Not just

As people who’ve already read or are friends or family know last year was a horrific year. What many people have difficulty with is how I feel. It’s not just about two cats that were murdered. They weren’t just pets to me. I’m 46 now and I don’t have children.

When I got Luna as a kitten I babied her, I taught her what she needed to know living with human’s. She was born in the wild when I took her in. Gandalf we adopted from a local animal shelter and he was also a kitten and Dexter was a kitten and got him from an ad on Craig’s list.

My Dexter

People dismiss that I called them my babies. I don’t have children anymore. I had my babies, the first to go was Gandalf with his “Dad” when he moved to Michigan.

Gandalf the Grey

Then I moved back to Wisconsin 2 years ago and little by little I had this man slowly but surely break me down. Keep me from friends, keep me from family, keep me from doing things I like to do, change me. What he did to me is domestic violence, mental and emotional abuse is domestic violence, it’s not just the woman beaten. It’s the man that controls you, tells you how to do things, when to do things, what to do, etc and so on. It’s not just something I can get over so quickly and move on. Imagine if you will had I stayed and he finished what he begun, HE WOULD HAVE FUCKING KILLED ME TOO.

My Luna

This is why I have severe PTSD, I’m agoraphobic and why I’m on so many different meds and I read all kinds of books and things about how to handle trauma and how to handle stress and anxiety. Cause it’s not just going to go away on it’s own. And that’s why I have tried explaining my situation cause I can’t just do it with Drs, therapists, psychiatrists, groups. I’m not going to stop helping myself and finding new ways to try to cope with what I was left with.

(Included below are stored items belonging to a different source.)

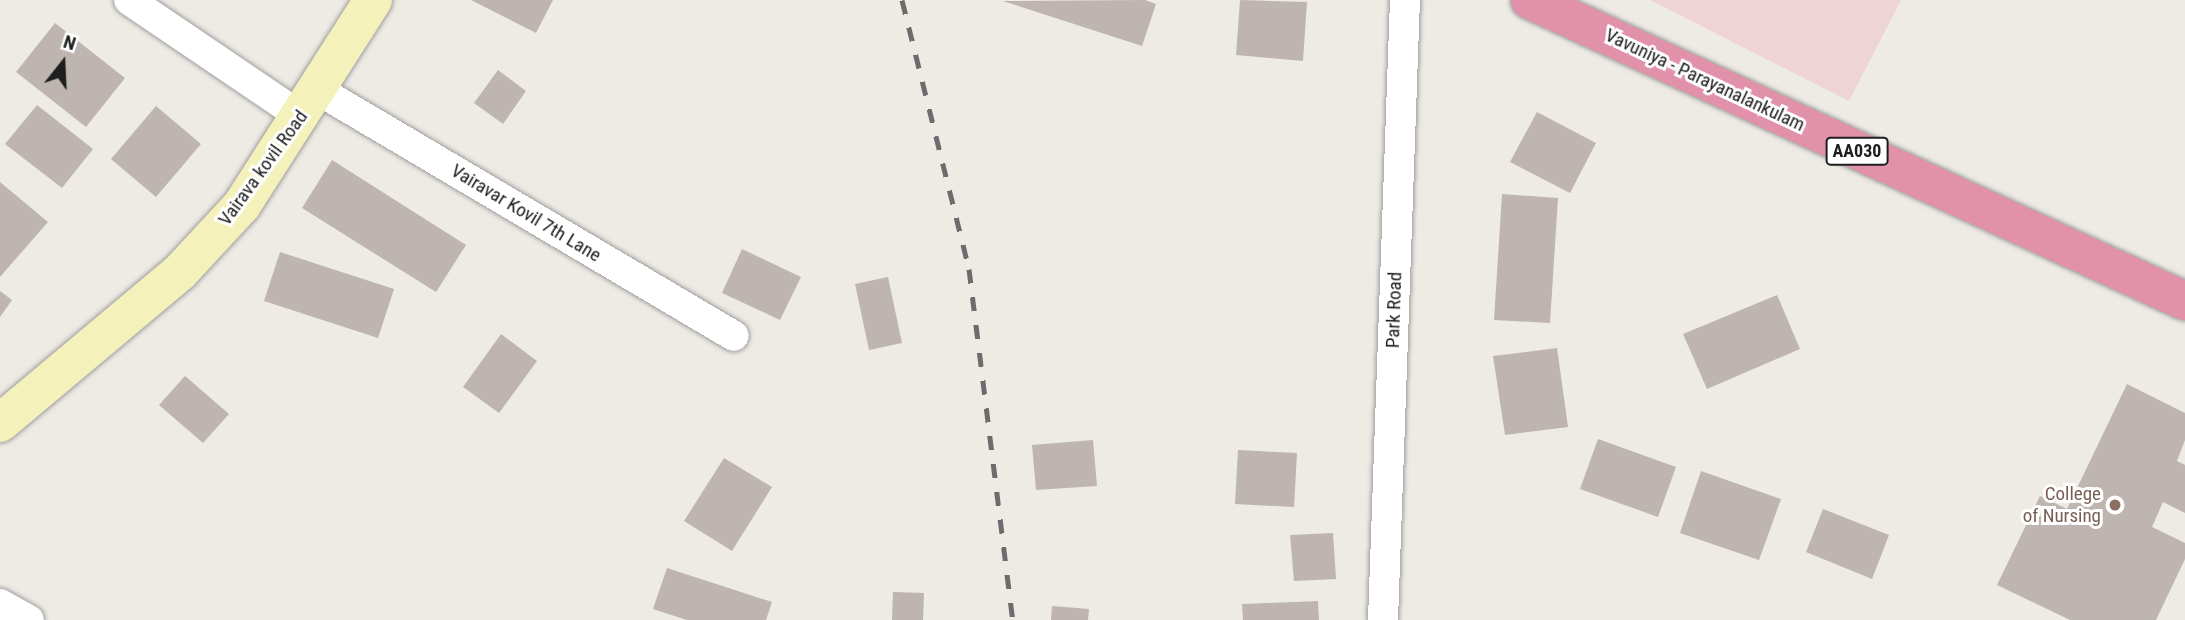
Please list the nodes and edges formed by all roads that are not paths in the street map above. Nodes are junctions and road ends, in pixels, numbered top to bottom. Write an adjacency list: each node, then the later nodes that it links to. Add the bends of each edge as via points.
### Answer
1 (129, 0): 5 (street, Vairavar Kovil 7th Lane)
2 (373, 0): 5 (street, Vairava kovil Road)
3 (1405, 0): 11 (street, Park Road)
4 (1530, 0): 6 (highway, Vavuniya - Parayanalankulam / AA030)
5 (310, 104): 7 (street, Vairavar Kovil 7th Lane); 8 (street, Vairava kovil Road, via 242,205 180,272)
6 (2185, 301)
7 (733, 336)
8 (0, 423)
9 (0, 604): 10 (street)
10 (29, 620)
11 (1383, 620)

It’s not wrong and I wouldn’t and am not the first to consider the fur-babies their children. You don’t have to agree but accept that. They were therapeutic unconditionally loving and helped with my anxiety and now with all the trauma I’ve been through and them taken away by that trauma it is difficult. Today marks the day Paula and I took Dexter to the vet after I received the ‘your shitball cat scratched me and pissed and shit on the floor’ and he was found in a closed closet in the litter box covered in his own urine with carpeting embedded into his nails and one eye shut and puffy. I do have a hard time letting it go and not beating myself up for not getting out that day, taking him and leaving that day a year ago today. Except I brought him home and nursed him back to health with the antibiotics and my love and comfort and keeping him safe or so I thought in my room. At least he was safe until October 8th when he finished what he started.